INTRODUCTION
Jésus
Christ, lumière véritable qui illumine tout homme
1.
Appelés au salut par la foi en Jésus Christ, « lumière véritable qui éclaire
tout homme » (Jn 1, 9), les hommes deviennent « lumière dans le Seigneur » et «
enfants de la lumière » (Ep 5, 8), et ils se sanctifient par « l'obéissance à
la vérité » (1 P 1, 22).
Cette
obéissance n'est pas toujours facile. A la suite du mystérieux péché originel,
commis à l'instigation de Satan, « menteur et père du mensonge » (Jn 8, 44),
l'homme est tenté en permanence de détourner son regard du Dieu vivant et vrai
pour le porter vers les idoles (cf. Th 1, 9), échangeant « la vérité de Dieu
contre le mensonge » (Rm 1, 25) ; même la capacité de connaître la vérité se
trouve alors obscurcie et sa volonté de s'y soumettre, affaiblie. Et ainsi, en
s'abandonnant au relativisme et au scepticisme (cf. Jn 18, 38), l'homme
recherche une liberté illusoire en dehors de la vérité elle-même.
Mais les
ténèbres de l'erreur et du péché ne peuvent supprimer totalement en l'homme la
lumière du Dieu Créateur. De ce fait, la nostalgie de la vérité absolue et la
soif de parvenir à la plénitude de sa connaissance demeurent toujours au fond
de son cœur.
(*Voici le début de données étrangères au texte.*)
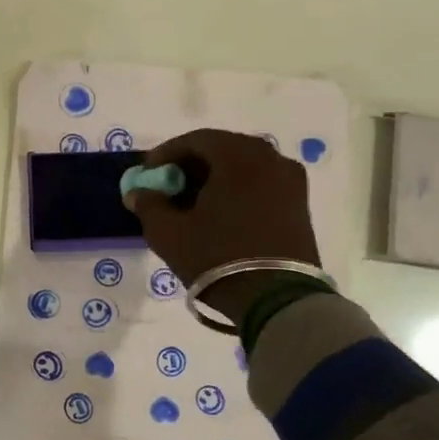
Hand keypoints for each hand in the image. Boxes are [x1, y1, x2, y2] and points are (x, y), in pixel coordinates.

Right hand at [122, 129, 319, 325]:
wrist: (277, 299)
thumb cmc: (218, 257)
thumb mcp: (169, 233)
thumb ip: (149, 205)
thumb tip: (138, 192)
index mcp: (239, 156)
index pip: (196, 140)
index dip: (166, 154)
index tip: (147, 173)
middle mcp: (270, 158)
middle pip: (222, 149)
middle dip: (191, 165)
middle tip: (168, 186)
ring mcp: (290, 181)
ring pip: (244, 167)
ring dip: (215, 178)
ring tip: (192, 203)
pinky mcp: (300, 204)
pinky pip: (261, 183)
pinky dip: (237, 190)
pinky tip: (220, 213)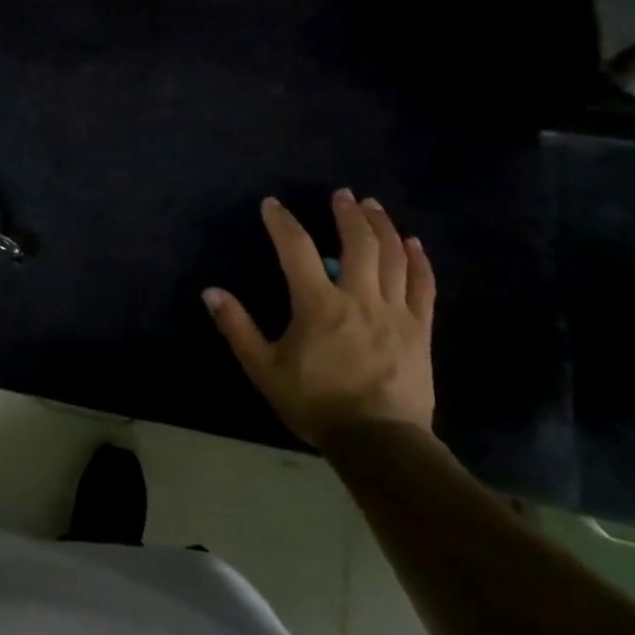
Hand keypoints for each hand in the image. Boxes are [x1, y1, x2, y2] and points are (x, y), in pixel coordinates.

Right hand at [202, 190, 435, 450]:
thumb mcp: (263, 368)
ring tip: (373, 207)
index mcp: (318, 305)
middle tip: (342, 194)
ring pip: (394, 257)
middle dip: (348, 214)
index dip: (283, 222)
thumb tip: (210, 292)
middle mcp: (359, 298)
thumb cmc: (316, 402)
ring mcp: (395, 312)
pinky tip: (414, 244)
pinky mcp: (420, 329)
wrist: (379, 440)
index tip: (272, 204)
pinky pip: (424, 286)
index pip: (296, 249)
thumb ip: (237, 327)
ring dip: (382, 226)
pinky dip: (419, 260)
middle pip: (358, 243)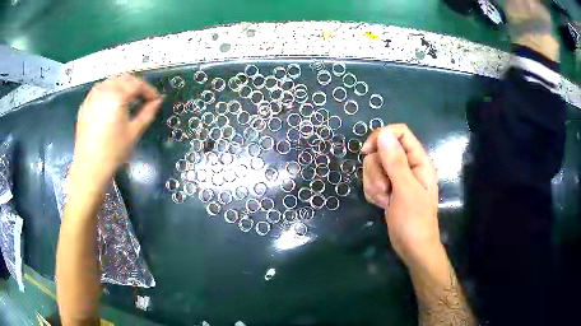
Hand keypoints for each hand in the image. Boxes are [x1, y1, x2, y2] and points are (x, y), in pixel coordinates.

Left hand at [71, 73, 162, 192]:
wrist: (89, 168)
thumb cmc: (114, 152)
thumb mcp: (134, 132)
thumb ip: (148, 112)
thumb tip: (158, 101)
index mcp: (117, 95)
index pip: (137, 84)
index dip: (149, 90)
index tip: (156, 99)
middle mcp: (104, 90)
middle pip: (124, 78)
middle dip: (136, 85)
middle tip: (143, 98)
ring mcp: (92, 96)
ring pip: (111, 81)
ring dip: (123, 85)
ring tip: (128, 99)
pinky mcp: (85, 104)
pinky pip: (100, 89)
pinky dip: (110, 90)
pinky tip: (112, 103)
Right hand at [361, 124, 439, 266]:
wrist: (412, 248)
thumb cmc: (414, 221)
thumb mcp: (405, 190)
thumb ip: (395, 162)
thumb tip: (383, 134)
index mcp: (418, 160)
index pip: (399, 133)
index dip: (382, 137)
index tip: (367, 152)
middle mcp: (408, 165)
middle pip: (382, 150)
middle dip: (376, 170)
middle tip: (384, 189)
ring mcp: (397, 178)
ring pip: (374, 166)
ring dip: (374, 184)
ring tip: (384, 200)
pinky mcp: (389, 188)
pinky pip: (372, 180)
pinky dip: (373, 192)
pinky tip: (382, 204)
L'inépuisable recherche humaine dans tous les domaines et dans tous
les secteurs en est la preuve éloquente. Sa recherche du sens de la vie le
montre encore davantage. Le développement de la science et de la technique,
magnifique témoignage des capacités de l'intelligence et de la ténacité des
hommes, ne dispense pas l'humanité de se poser les questions religieuses
essentielles ; il la pousse plutôt à affronter les combats les plus douloureux
et les plus décisifs, ceux du cœur et de la conscience morale.
2.
Aucun homme ne peut se dérober aux questions fondamentales : Que dois-je
faire ? Comment discerner le bien du mal ? La réponse n'est possible que
grâce à la splendeur de la vérité qui éclaire les profondeurs de l'esprit
humain, comme l'atteste le psalmiste : « Beaucoup disent : " Qui nous fera
voir le bonheur ? " Fais lever sur nous, Seigneur, la lumière de ta face »
(Ps 4, 7).
La lumière de
la face de Dieu brille de tout son éclat sur le visage de Jésus Christ, « image
du Dieu invisible » (Col 1, 15), « resplendissement de sa gloire » (He 1, 3), «
plein de grâce et de vérité » (Jn 1, 14) : il est « le chemin, la vérité et la
vie » (Jn 14, 6). De ce fait, la réponse décisive à toute interrogation de
l'homme, en particulier à ses interrogations religieuses et morales, est donnée
par Jésus Christ ; bien plus, c'est Jésus Christ lui-même, comme le rappelle le
deuxième Concile du Vatican : « En réalité, le mystère de l'homme ne
s'éclaire vraiment que dans le mystère du Verbe incarné. Adam, en effet, le
premier homme, était la figure de Celui qui devait venir, le Christ Seigneur.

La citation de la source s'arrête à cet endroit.